Set down exactly, from the records below, the line with "wrist: (335, 425)" through the line with "index dip: (492, 340)", and nothing else.

Skeletal landmark data
_ _ _ _ _ _ _

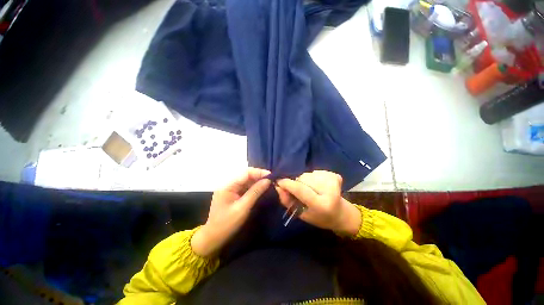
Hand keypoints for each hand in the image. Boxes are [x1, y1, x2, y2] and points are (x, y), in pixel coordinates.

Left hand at [191, 168, 270, 256]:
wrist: (213, 240)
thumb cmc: (227, 224)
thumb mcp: (242, 208)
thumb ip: (255, 192)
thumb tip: (268, 180)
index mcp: (228, 186)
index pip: (246, 173)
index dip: (259, 172)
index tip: (271, 176)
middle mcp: (229, 185)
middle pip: (246, 176)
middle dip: (259, 177)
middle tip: (272, 180)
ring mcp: (231, 190)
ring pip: (247, 182)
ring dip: (258, 182)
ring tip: (270, 184)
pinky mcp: (233, 195)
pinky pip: (245, 188)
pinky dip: (254, 188)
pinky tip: (262, 190)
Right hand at [276, 171, 360, 235]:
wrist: (341, 213)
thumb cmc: (319, 217)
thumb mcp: (301, 214)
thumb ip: (288, 201)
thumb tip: (278, 186)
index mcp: (321, 205)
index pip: (300, 190)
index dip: (287, 184)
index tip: (278, 181)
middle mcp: (329, 191)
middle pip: (302, 179)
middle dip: (296, 183)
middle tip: (301, 193)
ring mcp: (332, 181)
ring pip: (307, 174)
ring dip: (304, 181)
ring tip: (311, 190)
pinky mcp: (334, 175)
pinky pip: (314, 172)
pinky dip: (312, 178)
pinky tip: (318, 186)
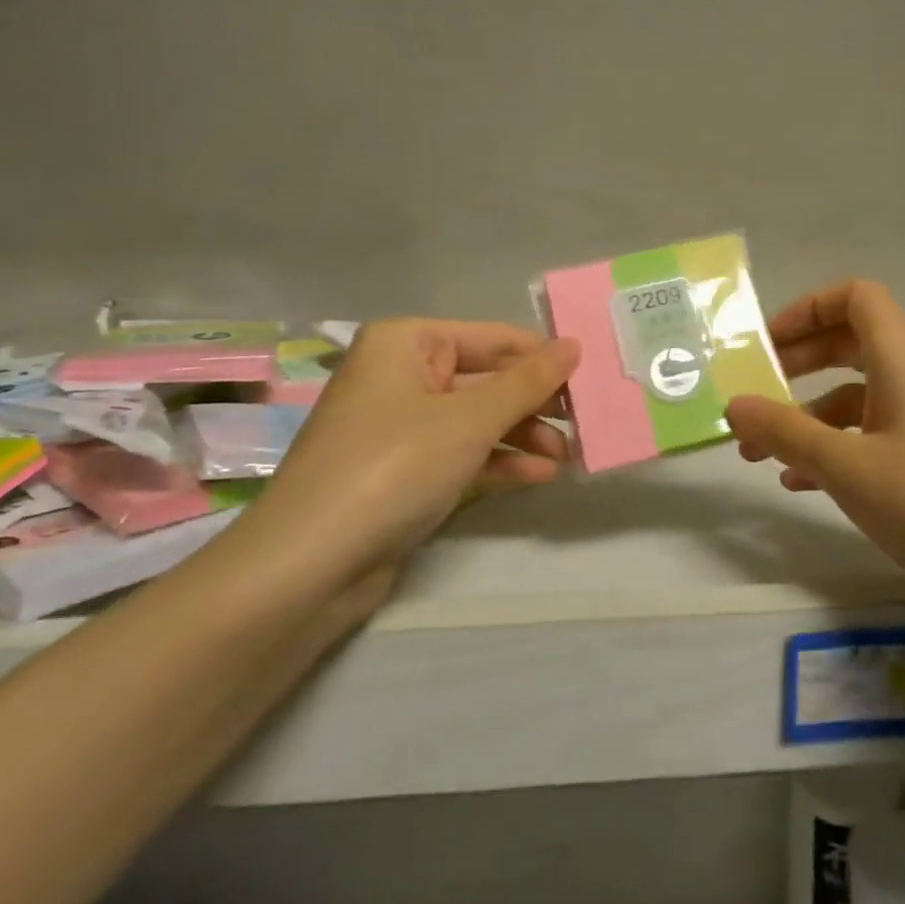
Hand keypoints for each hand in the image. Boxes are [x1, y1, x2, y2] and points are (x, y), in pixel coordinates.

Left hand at [249, 319, 580, 581]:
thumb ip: (527, 382)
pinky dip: (500, 462)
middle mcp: (402, 376)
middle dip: (536, 403)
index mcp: (406, 343)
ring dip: (525, 436)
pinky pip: (463, 454)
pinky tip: (542, 475)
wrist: (309, 565)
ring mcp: (402, 427)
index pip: (493, 338)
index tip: (594, 376)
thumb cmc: (392, 466)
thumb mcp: (469, 420)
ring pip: (478, 420)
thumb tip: (574, 344)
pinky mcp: (405, 472)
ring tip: (571, 456)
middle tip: (588, 421)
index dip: (543, 357)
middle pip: (487, 380)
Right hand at [725, 280, 904, 602]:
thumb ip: (784, 431)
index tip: (766, 346)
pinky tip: (810, 485)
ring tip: (766, 457)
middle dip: (799, 365)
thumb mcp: (846, 467)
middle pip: (854, 342)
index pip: (853, 297)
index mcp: (904, 354)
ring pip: (866, 393)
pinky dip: (846, 445)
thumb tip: (734, 404)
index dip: (806, 309)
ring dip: (814, 416)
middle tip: (756, 395)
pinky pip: (887, 430)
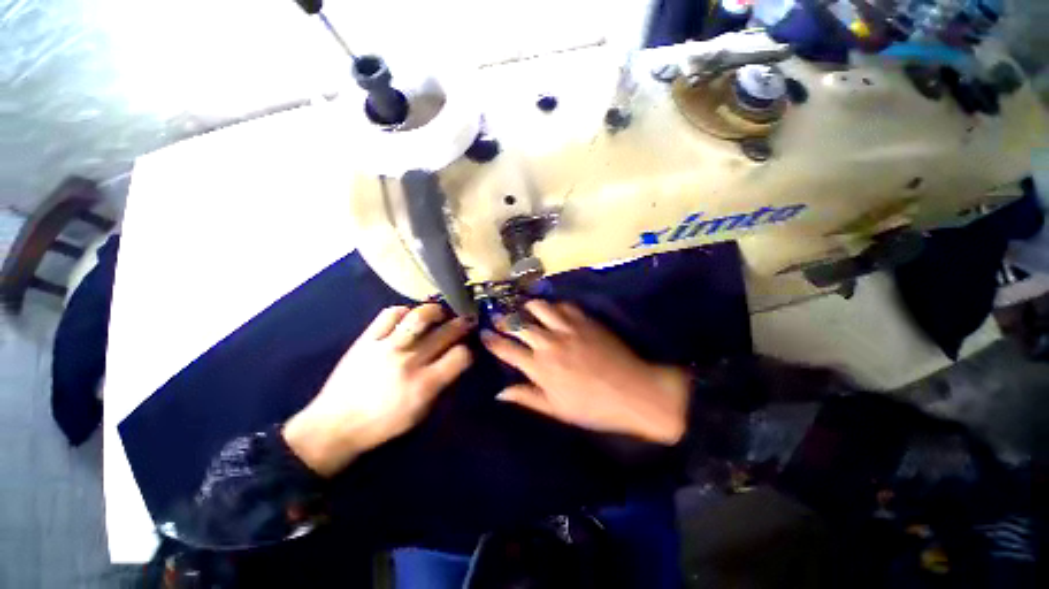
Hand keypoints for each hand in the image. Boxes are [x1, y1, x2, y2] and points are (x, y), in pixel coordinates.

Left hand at [283, 304, 472, 476]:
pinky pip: (389, 314)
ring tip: (440, 313)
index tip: (466, 350)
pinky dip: (404, 311)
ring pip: (420, 316)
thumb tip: (454, 362)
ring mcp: (387, 347)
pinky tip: (409, 316)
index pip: (460, 356)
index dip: (468, 351)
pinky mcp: (367, 339)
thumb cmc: (382, 425)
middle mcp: (410, 361)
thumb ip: (440, 385)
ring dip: (436, 311)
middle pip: (446, 332)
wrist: (335, 425)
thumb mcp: (419, 414)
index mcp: (425, 384)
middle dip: (462, 324)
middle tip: (466, 321)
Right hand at [482, 301, 689, 444]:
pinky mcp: (584, 319)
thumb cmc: (592, 407)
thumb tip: (500, 392)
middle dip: (504, 320)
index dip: (492, 340)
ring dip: (527, 307)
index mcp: (539, 367)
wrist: (633, 391)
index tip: (483, 334)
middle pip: (518, 323)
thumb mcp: (556, 409)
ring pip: (538, 307)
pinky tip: (552, 310)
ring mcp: (567, 327)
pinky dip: (553, 306)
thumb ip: (527, 397)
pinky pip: (563, 305)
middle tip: (499, 318)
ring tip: (524, 310)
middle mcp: (548, 342)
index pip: (506, 349)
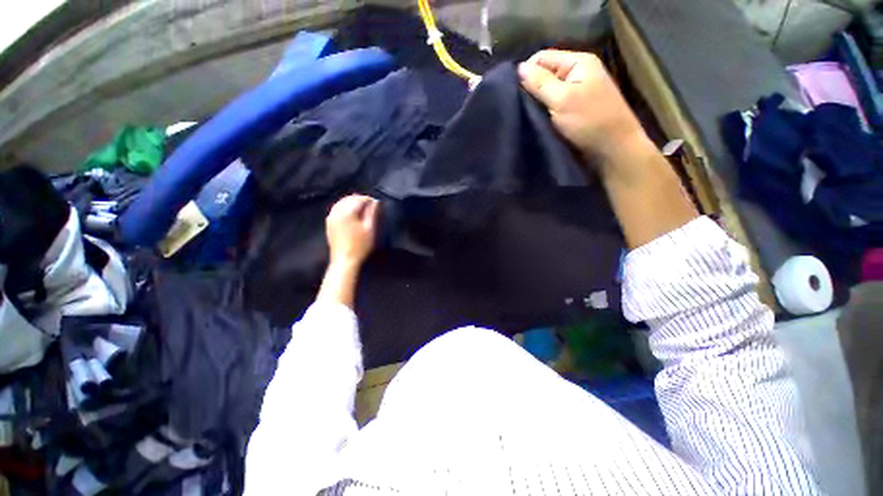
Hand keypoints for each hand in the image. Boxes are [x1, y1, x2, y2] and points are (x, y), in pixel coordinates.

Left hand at [325, 194, 378, 268]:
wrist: (345, 261)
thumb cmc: (361, 246)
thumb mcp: (371, 229)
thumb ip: (373, 213)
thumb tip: (376, 202)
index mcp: (347, 212)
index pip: (359, 199)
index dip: (369, 200)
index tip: (377, 204)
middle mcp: (337, 212)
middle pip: (349, 199)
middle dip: (360, 200)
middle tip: (371, 206)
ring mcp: (331, 218)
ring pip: (342, 203)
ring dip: (352, 203)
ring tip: (362, 209)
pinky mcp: (329, 224)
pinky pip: (337, 210)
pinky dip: (345, 208)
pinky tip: (351, 214)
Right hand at [518, 50, 650, 176]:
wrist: (613, 149)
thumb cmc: (589, 121)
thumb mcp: (562, 100)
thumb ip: (540, 83)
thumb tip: (519, 68)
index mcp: (578, 62)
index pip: (542, 57)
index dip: (526, 72)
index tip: (513, 93)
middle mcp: (577, 73)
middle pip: (544, 73)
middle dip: (530, 88)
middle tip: (517, 107)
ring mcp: (576, 92)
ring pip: (547, 91)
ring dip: (536, 102)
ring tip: (524, 115)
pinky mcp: (573, 109)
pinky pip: (552, 105)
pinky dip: (543, 111)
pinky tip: (534, 120)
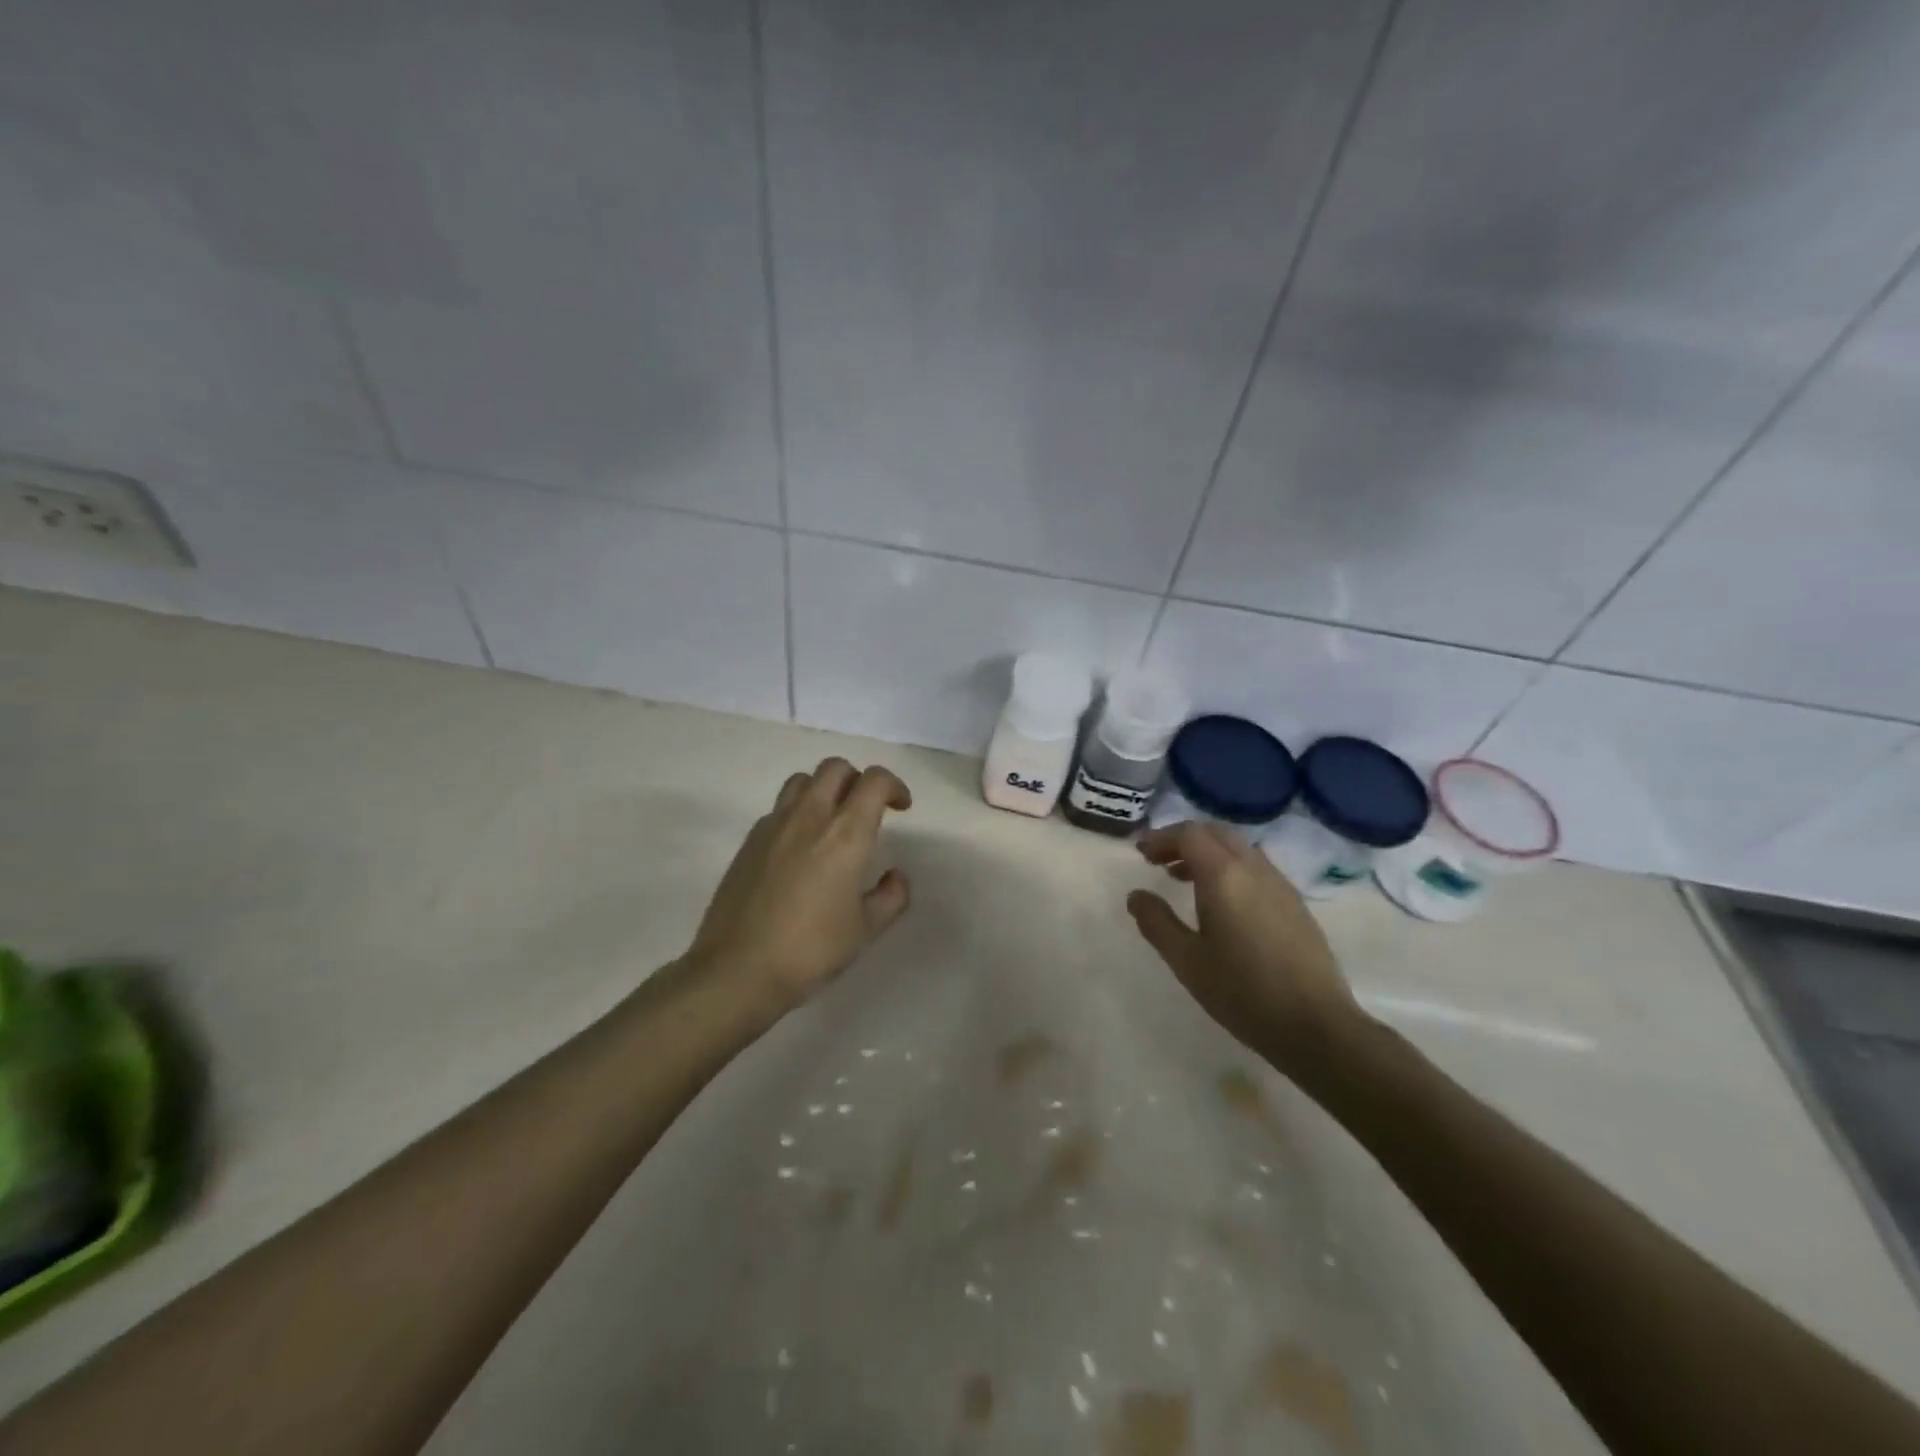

_ _ _ _ _ _ _

▶ _Solution_
wrist: (335, 425)
thumb mcp: (419, 414)
index mcp: (425, 384)
middle dip: (462, 324)
middle tip: (466, 321)
Right hand at [482, 301, 689, 444]:
pinky mcp: (584, 319)
thumb cmc: (592, 407)
thumb tip: (500, 392)
middle dip: (504, 320)
index dip: (492, 340)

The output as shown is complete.